● **Listed records**:
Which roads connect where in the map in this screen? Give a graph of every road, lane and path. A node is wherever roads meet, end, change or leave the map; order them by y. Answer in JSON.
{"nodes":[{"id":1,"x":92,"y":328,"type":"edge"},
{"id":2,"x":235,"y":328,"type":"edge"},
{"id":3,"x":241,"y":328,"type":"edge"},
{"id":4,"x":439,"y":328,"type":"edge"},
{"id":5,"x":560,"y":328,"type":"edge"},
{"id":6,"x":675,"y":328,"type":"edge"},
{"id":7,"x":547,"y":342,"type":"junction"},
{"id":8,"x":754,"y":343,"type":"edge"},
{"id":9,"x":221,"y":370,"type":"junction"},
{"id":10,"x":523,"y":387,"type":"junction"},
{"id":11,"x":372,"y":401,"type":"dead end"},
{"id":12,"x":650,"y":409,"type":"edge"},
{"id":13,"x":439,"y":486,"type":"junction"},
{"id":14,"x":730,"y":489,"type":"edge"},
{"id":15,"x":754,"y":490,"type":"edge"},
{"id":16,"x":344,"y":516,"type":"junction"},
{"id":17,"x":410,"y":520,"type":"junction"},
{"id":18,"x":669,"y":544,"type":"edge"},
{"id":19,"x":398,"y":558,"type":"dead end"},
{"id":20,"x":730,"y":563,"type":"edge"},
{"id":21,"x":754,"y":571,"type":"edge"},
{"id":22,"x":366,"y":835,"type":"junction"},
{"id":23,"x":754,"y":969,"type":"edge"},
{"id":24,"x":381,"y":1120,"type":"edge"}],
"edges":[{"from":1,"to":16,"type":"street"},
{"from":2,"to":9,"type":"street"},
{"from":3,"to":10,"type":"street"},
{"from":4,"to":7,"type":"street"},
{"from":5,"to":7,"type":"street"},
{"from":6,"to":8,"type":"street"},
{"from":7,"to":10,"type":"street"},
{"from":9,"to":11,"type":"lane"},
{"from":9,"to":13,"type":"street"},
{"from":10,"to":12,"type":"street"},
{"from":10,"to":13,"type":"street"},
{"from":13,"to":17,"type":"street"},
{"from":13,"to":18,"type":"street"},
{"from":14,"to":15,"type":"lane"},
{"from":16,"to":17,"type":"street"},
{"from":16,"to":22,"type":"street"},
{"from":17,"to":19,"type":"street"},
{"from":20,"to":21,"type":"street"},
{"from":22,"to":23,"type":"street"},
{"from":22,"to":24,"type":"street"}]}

● **Task details**: The whole of the data must be given back word for word.

● **Answer box**:
Which roads connect where in the map in this screen? Give a graph of every road, lane and path. A node is wherever roads meet, end, change or leave the map; order them by y. Answer in JSON.
{"nodes":[{"id":1,"x":92,"y":328,"type":"edge"},
{"id":2,"x":235,"y":328,"type":"edge"},
{"id":3,"x":241,"y":328,"type":"edge"},
{"id":4,"x":439,"y":328,"type":"edge"},
{"id":5,"x":560,"y":328,"type":"edge"},
{"id":6,"x":675,"y":328,"type":"edge"},
{"id":7,"x":547,"y":342,"type":"junction"},
{"id":8,"x":754,"y":343,"type":"edge"},
{"id":9,"x":221,"y":370,"type":"junction"},
{"id":10,"x":523,"y":387,"type":"junction"},
{"id":11,"x":372,"y":401,"type":"dead end"},
{"id":12,"x":650,"y":409,"type":"edge"},
{"id":13,"x":439,"y":486,"type":"junction"},
{"id":14,"x":730,"y":489,"type":"edge"},
{"id":15,"x":754,"y":490,"type":"edge"},
{"id":16,"x":344,"y":516,"type":"junction"},
{"id":17,"x":410,"y":520,"type":"junction"},
{"id":18,"x":669,"y":544,"type":"edge"},
{"id":19,"x":398,"y":558,"type":"dead end"},
{"id":20,"x":730,"y":563,"type":"edge"},
{"id":21,"x":754,"y":571,"type":"edge"},
{"id":22,"x":366,"y":835,"type":"junction"},
{"id":23,"x":754,"y":969,"type":"edge"},
{"id":24,"x":381,"y":1120,"type":"edge"}],
"edges":[{"from":1,"to":16,"type":"street"},
{"from":2,"to":9,"type":"street"},
{"from":3,"to":10,"type":"street"},
{"from":4,"to":7,"type":"street"},
{"from":5,"to":7,"type":"street"},
{"from":6,"to":8,"type":"street"},
{"from":7,"to":10,"type":"street"},
{"from":9,"to":11,"type":"lane"},
{"from":9,"to":13,"type":"street"},
{"from":10,"to":12,"type":"street"},
{"from":10,"to":13,"type":"street"},
{"from":13,"to":17,"type":"street"},
{"from":13,"to":18,"type":"street"},
{"from":14,"to":15,"type":"lane"},
{"from":16,"to":17,"type":"street"},
{"from":16,"to":22,"type":"street"},
{"from":17,"to":19,"type":"street"},
{"from":20,"to":21,"type":"street"},
{"from":22,"to":23,"type":"street"},
{"from":22,"to":24,"type":"street"}]}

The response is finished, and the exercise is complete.